Berita Semarang
Cerita Kampung Tiber Semarang Selama Dasawarsa Kelola Sampah Mampu Beli CCTV sampai Piknik Bareng
Warga di RT 3 RW 5 Kampung Tiber, Sarirejo, Semarang Timur, cukup kreatif dalam upaya pemenuhan kebutuhan lingkungan.
Penulis: iwan Arifianto | Editor: rival al manaf
TRIBUNJATENG.COM,SEMARANG - Warga di RT 3 RW 5 Kampung Tiber, Sarirejo, Semarang Timur, cukup kreatif dalam upaya pemenuhan kebutuhan lingkungan.
Mereka mengelola sampah di bank sampah Berkah 03 untuk memenuhi kegiatan kampung seperti untuk pembelian kamera CCTV, portal Kampung, dan kegiatan lainnya.
"Iya betul, kegiatan kampung kami uangnya dari sampah, kami beli lima CCTV, portal, hingga piknik bareng uangnya dari sampah," papar Wakil Ketua bank sampah Berkah 03 Kampung Tiber, Sultoni (50) kepada Tribunjateng.com, Sabtu (19/11/2022).
Bank sampah Berkah 03 Kampung Tiber sudah aktif sejak 2012. Namun, baru terdaftar di Dinas Lingkungan Hidup (DLH) Kota Semarang mulai tahun 2020.
"Kami inisiatif sendiri, sebelum Pemkot menggalakkan bank sampah kami sudah dari dulu, inisiatif kami sebagai upaya menopang kebutuhan RT, tidak ada tujuan lain, apalagi untuk lomba," ujarnya.
Pria yang juga Ketua Paguyuban Bapak-bapak Kampung Tiber itu menjelaskan, inisiatif warga untuk membentuk bank sampah dimulai dari kesadaran warga berasal dari tidak adanya sumber dana kegiatan warga.
Kendati berlokasi di dekat jalan Mataram yang menjadi salah satu simpul ekonomi di Kota Semarang tidak serta merta warga kampung tiber bebas mengajukan proposal untuk kebutuhan kegiatan warga.
Sebab, letak kampung mereka yang persis berada di tengah-tengah sehingga kegiatan pengajuan proposal sudah dilakukan RT wilayah lain.
"Istilahnya kami tidak memiliki sawah, artinya tidak punya sumber dana untuk kegiatan warga dari pengajuan proposal. Maka kami genjot sedekah sampah dari warga lewat bank sampah," paparnya.
Bank sampah tersebut sepenuhnya dikelola warga, sampah-sampah tersebut semuanya bersumber dari warga RT 3 RW 5 yang berjumlah sebanyak 45 Kepala Keluarga (KK).

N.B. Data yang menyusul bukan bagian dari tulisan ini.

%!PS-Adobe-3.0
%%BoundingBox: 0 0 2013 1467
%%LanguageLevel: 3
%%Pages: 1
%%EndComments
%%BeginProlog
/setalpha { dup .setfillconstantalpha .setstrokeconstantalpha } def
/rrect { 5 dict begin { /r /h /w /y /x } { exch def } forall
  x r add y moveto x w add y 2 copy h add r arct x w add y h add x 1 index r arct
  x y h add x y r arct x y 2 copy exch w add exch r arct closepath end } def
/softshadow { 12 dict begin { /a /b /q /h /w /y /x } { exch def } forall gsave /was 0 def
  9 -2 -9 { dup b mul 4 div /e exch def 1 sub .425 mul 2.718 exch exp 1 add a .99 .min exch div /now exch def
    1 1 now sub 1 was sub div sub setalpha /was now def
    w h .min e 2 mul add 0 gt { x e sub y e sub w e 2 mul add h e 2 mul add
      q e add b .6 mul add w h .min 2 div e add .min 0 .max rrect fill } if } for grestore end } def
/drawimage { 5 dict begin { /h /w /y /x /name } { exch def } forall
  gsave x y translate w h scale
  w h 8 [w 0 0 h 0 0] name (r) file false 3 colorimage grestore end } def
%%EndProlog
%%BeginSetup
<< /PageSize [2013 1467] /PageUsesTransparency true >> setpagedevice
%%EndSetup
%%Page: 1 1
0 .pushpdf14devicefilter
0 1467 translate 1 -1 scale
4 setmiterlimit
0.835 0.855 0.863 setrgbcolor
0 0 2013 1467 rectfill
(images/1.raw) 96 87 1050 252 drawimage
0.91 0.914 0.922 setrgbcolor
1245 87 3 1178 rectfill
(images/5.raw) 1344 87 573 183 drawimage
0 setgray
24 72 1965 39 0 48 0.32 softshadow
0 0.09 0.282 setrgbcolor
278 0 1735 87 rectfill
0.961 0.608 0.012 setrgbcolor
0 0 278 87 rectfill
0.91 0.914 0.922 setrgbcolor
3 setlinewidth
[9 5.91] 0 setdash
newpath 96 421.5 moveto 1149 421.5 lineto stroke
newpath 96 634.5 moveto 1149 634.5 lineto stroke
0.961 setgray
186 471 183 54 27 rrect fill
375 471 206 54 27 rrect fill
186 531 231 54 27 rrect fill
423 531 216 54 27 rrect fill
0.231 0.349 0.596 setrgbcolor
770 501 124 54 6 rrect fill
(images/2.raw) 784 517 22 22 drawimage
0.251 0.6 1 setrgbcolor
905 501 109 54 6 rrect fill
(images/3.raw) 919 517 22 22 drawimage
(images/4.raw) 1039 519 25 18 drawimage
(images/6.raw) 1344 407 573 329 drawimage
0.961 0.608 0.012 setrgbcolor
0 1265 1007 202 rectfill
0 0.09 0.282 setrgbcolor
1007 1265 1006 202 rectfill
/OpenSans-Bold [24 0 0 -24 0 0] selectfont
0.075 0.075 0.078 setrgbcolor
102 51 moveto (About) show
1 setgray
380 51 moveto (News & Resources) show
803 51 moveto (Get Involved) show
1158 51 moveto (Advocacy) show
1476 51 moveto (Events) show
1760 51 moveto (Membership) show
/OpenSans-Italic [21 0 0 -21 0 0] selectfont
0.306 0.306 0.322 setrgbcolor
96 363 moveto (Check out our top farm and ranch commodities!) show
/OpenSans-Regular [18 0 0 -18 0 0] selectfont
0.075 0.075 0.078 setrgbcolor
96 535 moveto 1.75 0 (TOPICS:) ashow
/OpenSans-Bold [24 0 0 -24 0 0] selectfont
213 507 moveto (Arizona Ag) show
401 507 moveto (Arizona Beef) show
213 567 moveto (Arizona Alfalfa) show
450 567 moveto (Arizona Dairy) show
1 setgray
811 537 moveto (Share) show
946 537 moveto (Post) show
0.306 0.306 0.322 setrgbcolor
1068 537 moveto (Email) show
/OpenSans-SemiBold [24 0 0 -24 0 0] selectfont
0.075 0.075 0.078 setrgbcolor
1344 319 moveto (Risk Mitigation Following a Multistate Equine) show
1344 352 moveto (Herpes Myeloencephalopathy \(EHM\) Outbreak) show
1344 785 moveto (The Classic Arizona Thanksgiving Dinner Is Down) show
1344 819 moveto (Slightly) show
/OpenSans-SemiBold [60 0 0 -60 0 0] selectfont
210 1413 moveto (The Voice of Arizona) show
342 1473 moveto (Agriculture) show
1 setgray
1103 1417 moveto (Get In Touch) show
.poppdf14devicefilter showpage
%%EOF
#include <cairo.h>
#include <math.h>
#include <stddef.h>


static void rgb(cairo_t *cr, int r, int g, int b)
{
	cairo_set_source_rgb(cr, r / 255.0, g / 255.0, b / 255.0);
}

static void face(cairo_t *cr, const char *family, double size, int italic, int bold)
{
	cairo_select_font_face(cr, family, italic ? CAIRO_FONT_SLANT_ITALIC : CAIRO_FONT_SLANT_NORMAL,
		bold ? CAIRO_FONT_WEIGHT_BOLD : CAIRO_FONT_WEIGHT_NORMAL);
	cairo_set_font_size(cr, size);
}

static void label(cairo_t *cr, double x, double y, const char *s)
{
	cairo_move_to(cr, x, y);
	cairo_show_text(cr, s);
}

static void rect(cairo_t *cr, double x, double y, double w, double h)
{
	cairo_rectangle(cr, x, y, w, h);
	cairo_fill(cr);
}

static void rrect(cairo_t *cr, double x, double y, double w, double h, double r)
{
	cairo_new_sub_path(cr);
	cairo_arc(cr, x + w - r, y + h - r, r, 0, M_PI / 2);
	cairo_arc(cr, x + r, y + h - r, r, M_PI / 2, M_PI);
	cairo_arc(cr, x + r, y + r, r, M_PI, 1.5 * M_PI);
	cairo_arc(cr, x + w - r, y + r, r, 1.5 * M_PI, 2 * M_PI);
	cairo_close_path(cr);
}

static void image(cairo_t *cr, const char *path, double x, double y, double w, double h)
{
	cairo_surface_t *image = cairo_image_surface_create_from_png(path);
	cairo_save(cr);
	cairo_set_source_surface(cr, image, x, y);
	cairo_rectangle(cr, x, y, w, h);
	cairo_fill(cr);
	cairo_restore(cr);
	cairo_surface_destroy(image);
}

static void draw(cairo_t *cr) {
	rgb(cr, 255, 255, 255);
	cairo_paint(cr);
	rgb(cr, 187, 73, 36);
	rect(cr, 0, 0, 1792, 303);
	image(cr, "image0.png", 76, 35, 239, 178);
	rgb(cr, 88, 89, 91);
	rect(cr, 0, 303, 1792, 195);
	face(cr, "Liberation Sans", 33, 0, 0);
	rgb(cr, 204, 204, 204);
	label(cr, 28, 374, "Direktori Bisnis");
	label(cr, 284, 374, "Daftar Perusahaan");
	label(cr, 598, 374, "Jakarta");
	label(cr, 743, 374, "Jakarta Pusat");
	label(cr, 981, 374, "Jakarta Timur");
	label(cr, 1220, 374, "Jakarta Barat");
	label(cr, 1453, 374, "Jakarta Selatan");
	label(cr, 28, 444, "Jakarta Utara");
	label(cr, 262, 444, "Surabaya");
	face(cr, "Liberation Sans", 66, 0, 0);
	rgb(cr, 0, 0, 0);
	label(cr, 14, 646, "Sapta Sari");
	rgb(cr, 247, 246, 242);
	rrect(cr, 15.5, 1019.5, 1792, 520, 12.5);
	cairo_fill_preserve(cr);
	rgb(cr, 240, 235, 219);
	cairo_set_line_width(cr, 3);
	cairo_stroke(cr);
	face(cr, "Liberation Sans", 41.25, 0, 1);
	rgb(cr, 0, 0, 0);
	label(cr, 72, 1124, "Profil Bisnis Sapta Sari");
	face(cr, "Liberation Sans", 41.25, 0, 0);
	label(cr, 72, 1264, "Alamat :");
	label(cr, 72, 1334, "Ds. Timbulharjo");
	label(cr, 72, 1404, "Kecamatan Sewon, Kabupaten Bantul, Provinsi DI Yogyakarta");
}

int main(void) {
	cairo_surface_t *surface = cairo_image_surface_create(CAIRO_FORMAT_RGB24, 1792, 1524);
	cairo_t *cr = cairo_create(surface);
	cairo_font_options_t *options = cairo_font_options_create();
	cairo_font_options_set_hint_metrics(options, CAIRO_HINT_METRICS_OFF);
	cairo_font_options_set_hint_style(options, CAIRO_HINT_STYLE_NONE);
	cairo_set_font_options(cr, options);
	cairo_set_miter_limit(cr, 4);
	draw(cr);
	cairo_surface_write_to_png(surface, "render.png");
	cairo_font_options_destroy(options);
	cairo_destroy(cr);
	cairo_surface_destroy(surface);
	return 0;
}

Para warga dengan ikhlas dan sukarela menyetorkan sampah rumah tangganya untuk dikelola di bank sampah.
"Mayoritas sampah berupa plastik dan kardus, adapula sampah jenis lain seperti aluminium," terangnya.
Penerimaan sampah di bank sampah tersebut naik turun setiap bulannya.
Rata-rata pendapatan bank sampah sebesar Rp700 ribu selama dua bulan dengan total ratusan kilogram sampah beragam jenis.
"Kami ada catatannya tapi kurang hafal tapi yang jelas rata-ratanya segitu, ratusan kilogram kami terima tiap bulannya," jelasnya.
Uang hasil pendapatan sampah dikelola oleh pengurus RT untuk dimasukan ke koperasi simpan pinjam tingkat RT.
Maka uang dari bank sampah terus berputar dan terus bertambah.
"Uang hasil sampah tersebut ,Kami sampai piknik bareng satu RT, tiap warga saat piknik kami beri uang saku," bebernya.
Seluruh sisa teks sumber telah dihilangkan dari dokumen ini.